Teaching and teacher preparation in Aotearoa New Zealand, as in Europe, is increasingly being undertaken in contexts that are shaped by neoliberal policies, which emphasise educational ‘improvement’, performance measurement, and standardisation. O’Neill and Snook (2015) describe an ongoing struggle in public policy in Aotearoa New Zealand between neoliberal and social democratic conceptions of a ‘good society’, with the neoliberal discourse currently being ascendant. European based research suggests that within such policy contexts, teacher agency is problematic and can be seen as both positive, where teachers act to improve educational quality and student performance, and negative, where teachers may challenge and resist performative policy and the conditions of schooling and assessment (Biesta, Priestley & Robinson, 2015).
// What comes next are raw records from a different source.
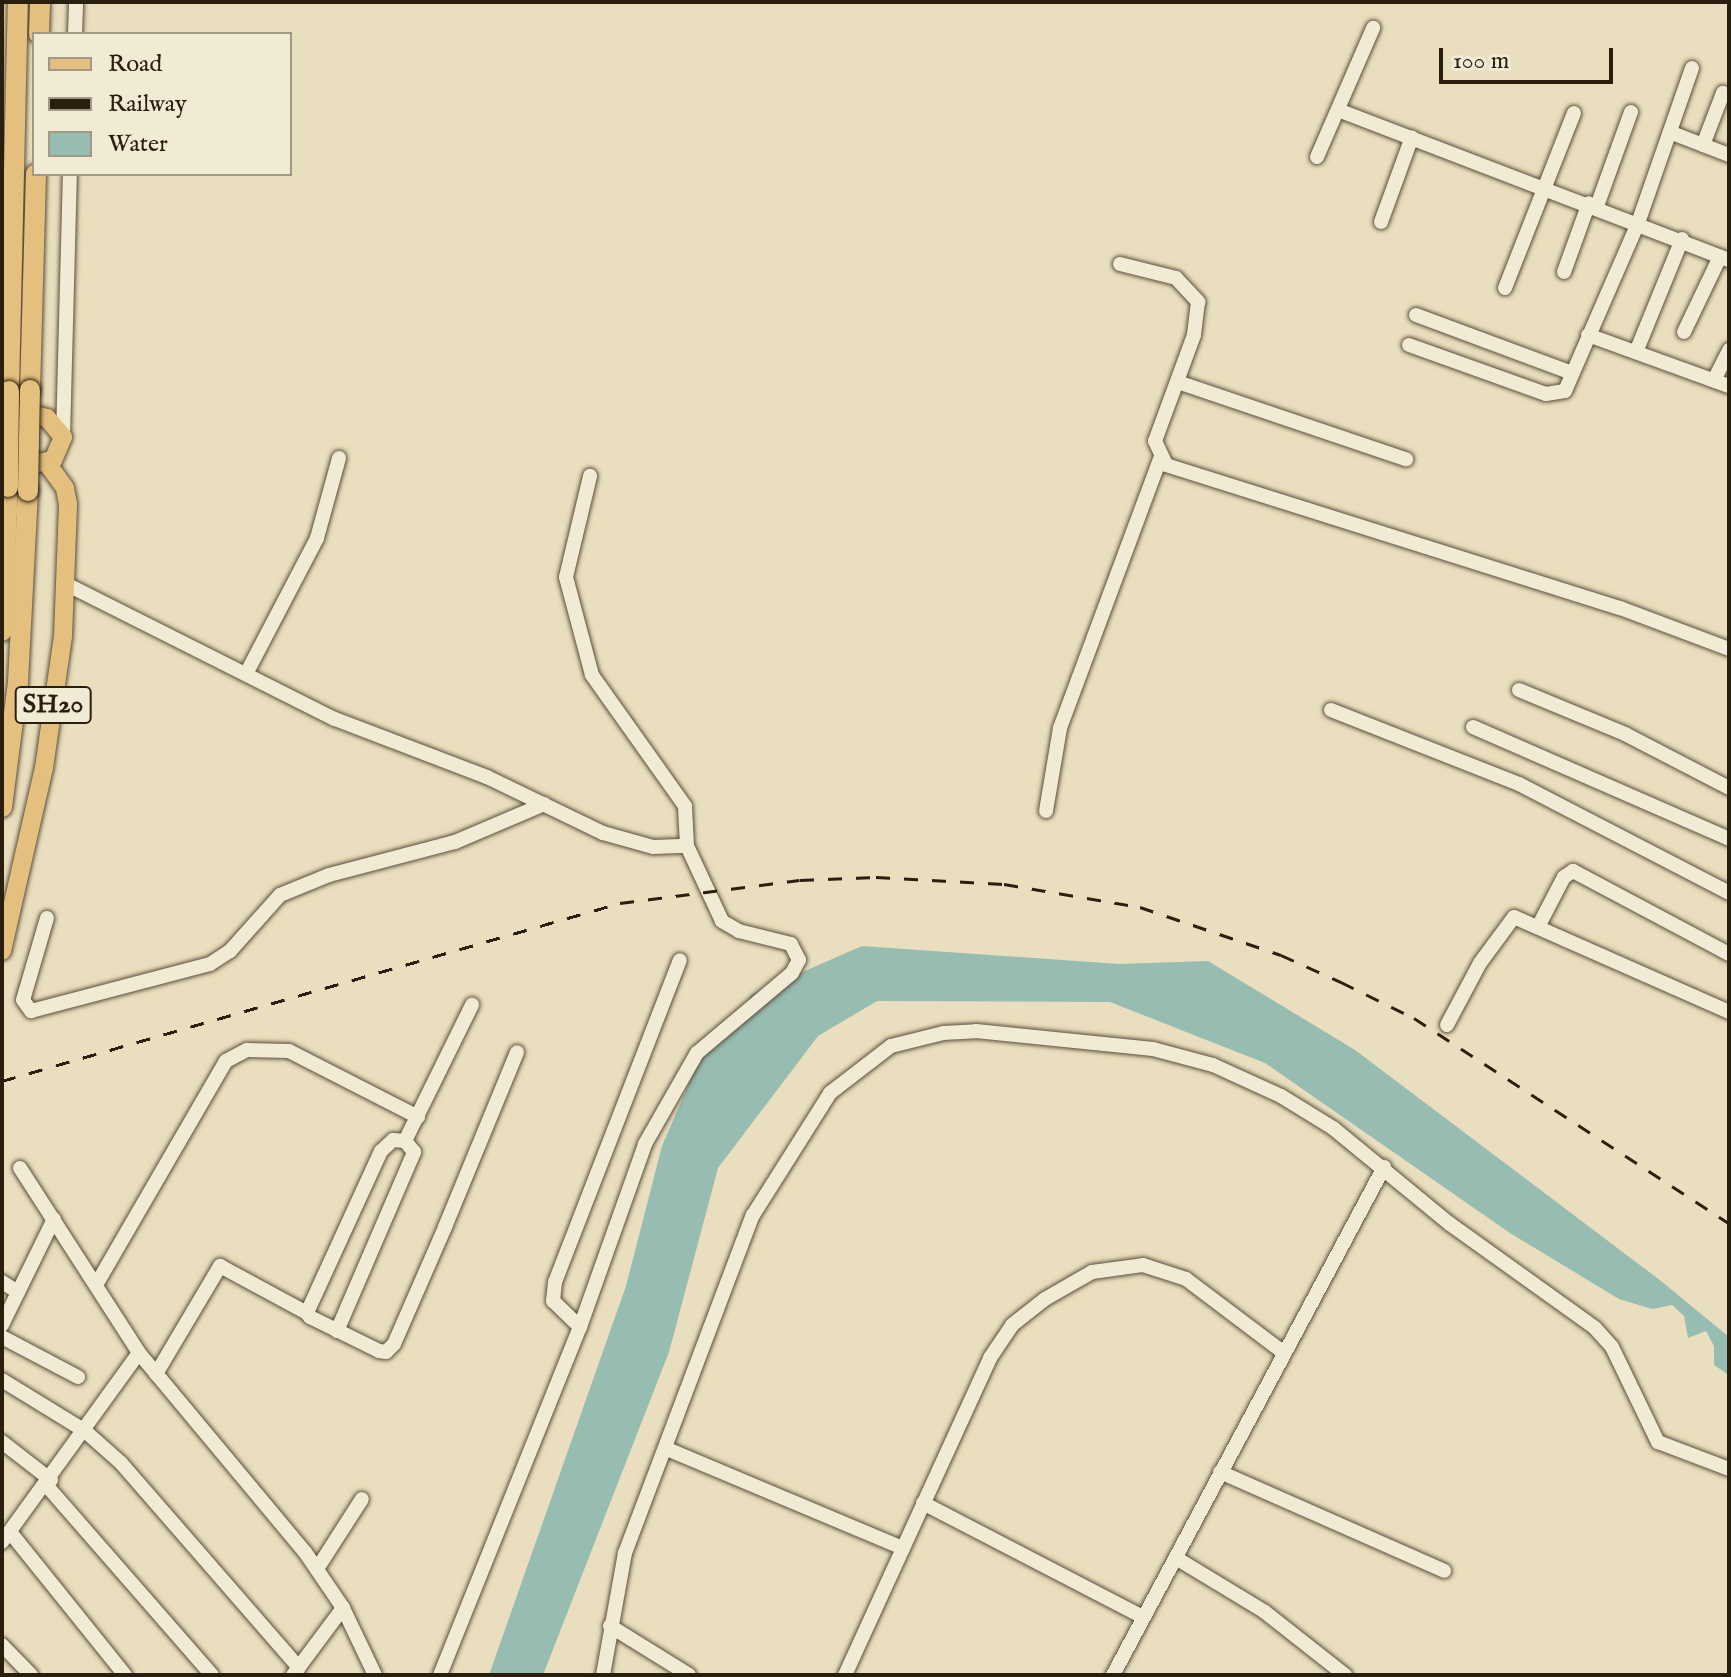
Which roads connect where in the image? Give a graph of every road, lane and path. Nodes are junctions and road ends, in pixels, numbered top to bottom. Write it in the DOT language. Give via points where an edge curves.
graph roads {
  1 [pos="18,2"];
  2 [pos="40,2"];
  3 [pos="76,2"];
  4 [pos="1373,28"];
  5 [pos="39,32"];
  6 [pos="75,32"];
  7 [pos="1692,68"];
  8 [pos="1723,93"];
  9 [pos="1338,110"];
  10 [pos="1631,112"];
  11 [pos="1574,113"];
  12 [pos="1672,133"];
  13 [pos="1412,137"];
  14 [pos="1703,145"];
  15 [pos="1729,155"];
  16 [pos="1317,157"];
  17 [pos="36,176"];
  18 [pos="70,176"];
  19 [pos="1546,187"];
  20 [pos="1593,205"];
  21 [pos="1381,222"];
  22 [pos="1638,223"];
  23 [pos="1682,239"];
  24 [pos="1725,258"];
  25 [pos="1120,264"];
  26 [pos="1564,272"];
  27 [pos="1505,288"];
  28 [pos="1416,315"];
  29 [pos="1684,332"];
  30 [pos="1588,335"];
  31 [pos="1409,345"];
  32 [pos="1729,350"];
  33 [pos="1636,352"];
  34 [pos="1572,373"];
  35 [pos="1714,380"];
  36 [pos="1178,382"];
  37 [pos="1729,386"];
  38 [pos="14,397"];
  39 [pos="63,437"];
  40 [pos="339,458"];
  41 [pos="2,459"];
  42 [pos="1160,459"];
  43 [pos="1406,459"];
  44 [pos="46,462"];
  45 [pos="590,476"];
  46 [pos="66,584"];
  47 [pos="2,631"];
  48 [pos="1729,649"];
  49 [pos="246,674"];
  50 [pos="1519,690"];
  51 [pos="1331,710"];
  52 [pos="1473,727"];
  53 [pos="1729,788"];
  54 [pos="544,804"];
  55 [pos="2,807"];
  56 [pos="1046,811"];
  57 [pos="1729,839"];
  58 [pos="687,846"];
  59 [pos="1729,893"];
  60 [pos="47,918"];
  61 [pos="1539,925"];
  62 [pos="2,951"];
  63 [pos="1729,954"];
  64 [pos="680,960"];
  65 [pos="472,1005"];
  66 [pos="1729,1012"];
  67 [pos="1447,1025"];
  68 [pos="517,1052"];
  69 [pos="418,1117"];
  70 [pos="405,1141"];
  71 [pos="1384,1167"];
  72 [pos="20,1168"];
  73 [pos="54,1219"];
  74 [pos="2,1282"];
  75 [pos="96,1285"];
  76 [pos="18,1292"];
  77 [pos="307,1313"];
  78 [pos="2,1325"];
  79 [pos="580,1327"];
  80 [pos="337,1331"];
  81 [pos="2,1337"];
  82 [pos="1283,1352"];
  83 [pos="139,1353"];
  84 [pos="156,1374"];
  85 [pos="78,1377"];
  86 [pos="3,1382"];
  87 [pos="85,1431"];
  88 [pos="2,1442"];
  89 [pos="667,1449"];
  90 [pos="1729,1469"];
  91 [pos="1220,1472"];
  92 [pos="49,1483"];
  93 [pos="362,1499"];
  94 [pos="923,1503"];
  95 [pos="6,1537"];
  96 [pos="903,1548"];
  97 [pos="1176,1558"];
  98 [pos="317,1569"];
  99 [pos="1444,1571"];
  100 [pos="343,1608"];
  101 [pos="1143,1617"];
  102 [pos="610,1626"];
  103 [pos="2,1645"];
  104 [pos="296,1671"];
  105 [pos="31,1675"];
  106 [pos="125,1675"];
  107 [pos="212,1675"];
  108 [pos="375,1675"];
  109 [pos="440,1675"];
  110 [pos="603,1675"];
  111 [pos="689,1675"];
  112 [pos="845,1675"];
  113 [pos="1113,1675"];
  114 [pos="1345,1675"];
  1 -- 38 [label="highway"];
  2 -- 5 [label="highway"];
  3 -- 6 [label="street"];
  4 -- 9 [label="street"];
  7 -- 12 [label="street" via="1671,121"];
  8 -- 14 [label="street"];
  9 -- 13 [label="street"];
  9 -- 16 [label="street"];
  10 -- 20 [label="street"];
  11 -- 19 [label="street"];
  12 -- 14 [label="street"];
  12 -- 22 [label="street"];
  13 -- 19 [label="street"];
  13 -- 21 [label="street"];
  14 -- 15 [label="street"];
  17 -- 38 [label="highway"];
  18 -- 39 [label="street"];
  19 -- 20 [label="street"];
  19 -- 27 [label="street"];
  20 -- 22 [label="street"];
  20 -- 26 [label="street"];
  22 -- 23 [label="street"];
  22 -- 30 [label="street"];
  23 -- 24 [label="street"];
  23 -- 33 [label="street"];
  24 -- 29 [label="street"];
  25 -- 36 [label="street" via="1176,278 1198,302 1194,335"];
  28 -- 34 [label="street"];
  30 -- 33 [label="street"];
  30 -- 34 [label="street"];
  31 -- 34 [label="street" via="1553,396 1565,391"];
  32 -- 35 [label="street"];
  33 -- 35 [label="street"];
  35 -- 37 [label="street"];
  36 -- 42 [label="street" via="1155,441"];
  36 -- 43 [label="street"];
  38 -- 39 [label="main road" via="47,418"];
  38 -- 47 [label="highway, bridge"];
  38 -- 55 [label="highway, bridge" via="28,491 18,682"];
  39 -- 44 [label="main road" via="59,453"];
  40 -- 49 [label="street" via="317,538"];
  41 -- 44 [label="main road"];
  42 -- 48 [label="street" via="1177,469 1620,608"];
  42 -- 56 [label="street" via="1060,728"];
  44 -- 46 [label="main road, SH20" via="65,488"];
  45 -- 58 [label="street" via="568,551 570,608 592,675 614,713 685,806"];
  46 -- 49 [label="street"];
  46 -- 62 [label="main road, SH20" via="44,768"];
  49 -- 54 [label="street" via="335,719"];
  50 -- 53 [label="street" via="1625,734"];
  51 -- 59 [label="street" via="1519,784"];
  52 -- 57 [label="street"];
  54 -- 58 [label="street" via="630,842"];
  54 -- 60 [label="street" via="455,842 329,875 280,895 230,951 210,964 31,1011 23,1000"];
  58 -- 79 [label="street" via="722,921 739,931 791,944 799,960 792,973 707,1041 683,1075 645,1144"];
  61 -- 63 [label="street" via="1564,877 1573,871"];
  61 -- 66 [label="street"];
  61 -- 67 [label="street" via="1519,917 1507,922"];
  64 -- 79 [label="street" via="555,1282 553,1301"];
  65 -- 69 [label="street"];
  68 -- 80 [label="street" via="394,1344 379,1351"];
  69 -- 70 [label="street"];
  69 -- 75 [label="street" via="289,1051 270,1048 236,1055 212,1077"];
  70 -- 77 [label="street" via="393,1140 381,1151"];
  70 -- 80 [label="street" via="412,1147 412,1159"];
  71 -- 82 [label="street"];
  71 -- 89 [label="street" via="1281,1096 1213,1065 1153,1049 976,1031 891,1046 830,1093 769,1184 735,1257"];
  71 -- 90 [label="street" via="1450,1224 1595,1328 1625,1370 1658,1442"];
  72 -- 73 [label="street"];
  73 -- 75 [label="street"];
  73 -- 76 [label="street"];
  74 -- 76 [label="street"];
  75 -- 83 [label="street"];
  76 -- 78 [label="street"];
  77 -- 80 [label="street"];
  77 -- 84 [label="street" via="220,1266"];
  79 -- 109 [label="street"];
  81 -- 85 [label="street"];
  82 -- 91 [label="street"];
  82 -- 94 [label="street" via="1177,1275 1143,1265 1092,1272 1045,1299 1000,1340"];
  83 -- 84 [label="street"];
  83 -- 87 [label="street"];
  84 -- 98 [label="street"];
  86 -- 87 [label="street"];
  87 -- 92 [label="street"];
  87 -- 104 [label="street" via="121,1463"];
  88 -- 92 [label="street"];
  89 -- 96 [label="street"];
  89 -- 102 [label="street" via="625,1553"];
  91 -- 97 [label="street"];
  91 -- 99 [label="street"];
  92 -- 95 [label="street"];
  92 -- 107 [label="street"];
  93 -- 98 [label="street"];
  94 -- 96 [label="street"];
  94 -- 101 [label="street"];
  95 -- 106 [label="street"];
  96 -- 112 [label="street"];
  97 -- 101 [label="street"];
  97 -- 114 [label="street" via="1265,1612"];
  98 -- 100 [label="street"];
  100 -- 104 [label="street"];
  100 -- 108 [label="street"];
  101 -- 113 [label="street"];
  102 -- 110 [label="street"];
  102 -- 111 [label="street"];
  103 -- 105 [label="street"];
}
For those engaged in teacher education, then, there is a challenge in preparing the next generation of teachers. This challenge relates to the negotiation of political expectations for teacher performance, which is linked in the minds of some polititicians and policy makers to proxy measures associated with international testing of school students, and social commitments to developing teachers who value and are responsive to the cultural diversity of learners and the educational aspirations of communities. For pre-service (novice) teachers, there is a challenge in negotiating their anticipated roles as agents of change within a neoliberal policy context, as participants in particular teacher education programmes, and as students on professional practice in particular schools and communities. At a personal level, pre-service teachers develop a sense of what is a desirable society, their purpose and role as new teachers, and how they can and should act and exert agency. This sense-making is similtaneously a negotiation of policy in time and place, the material and structural elements of work, and professional teacher identity and belief.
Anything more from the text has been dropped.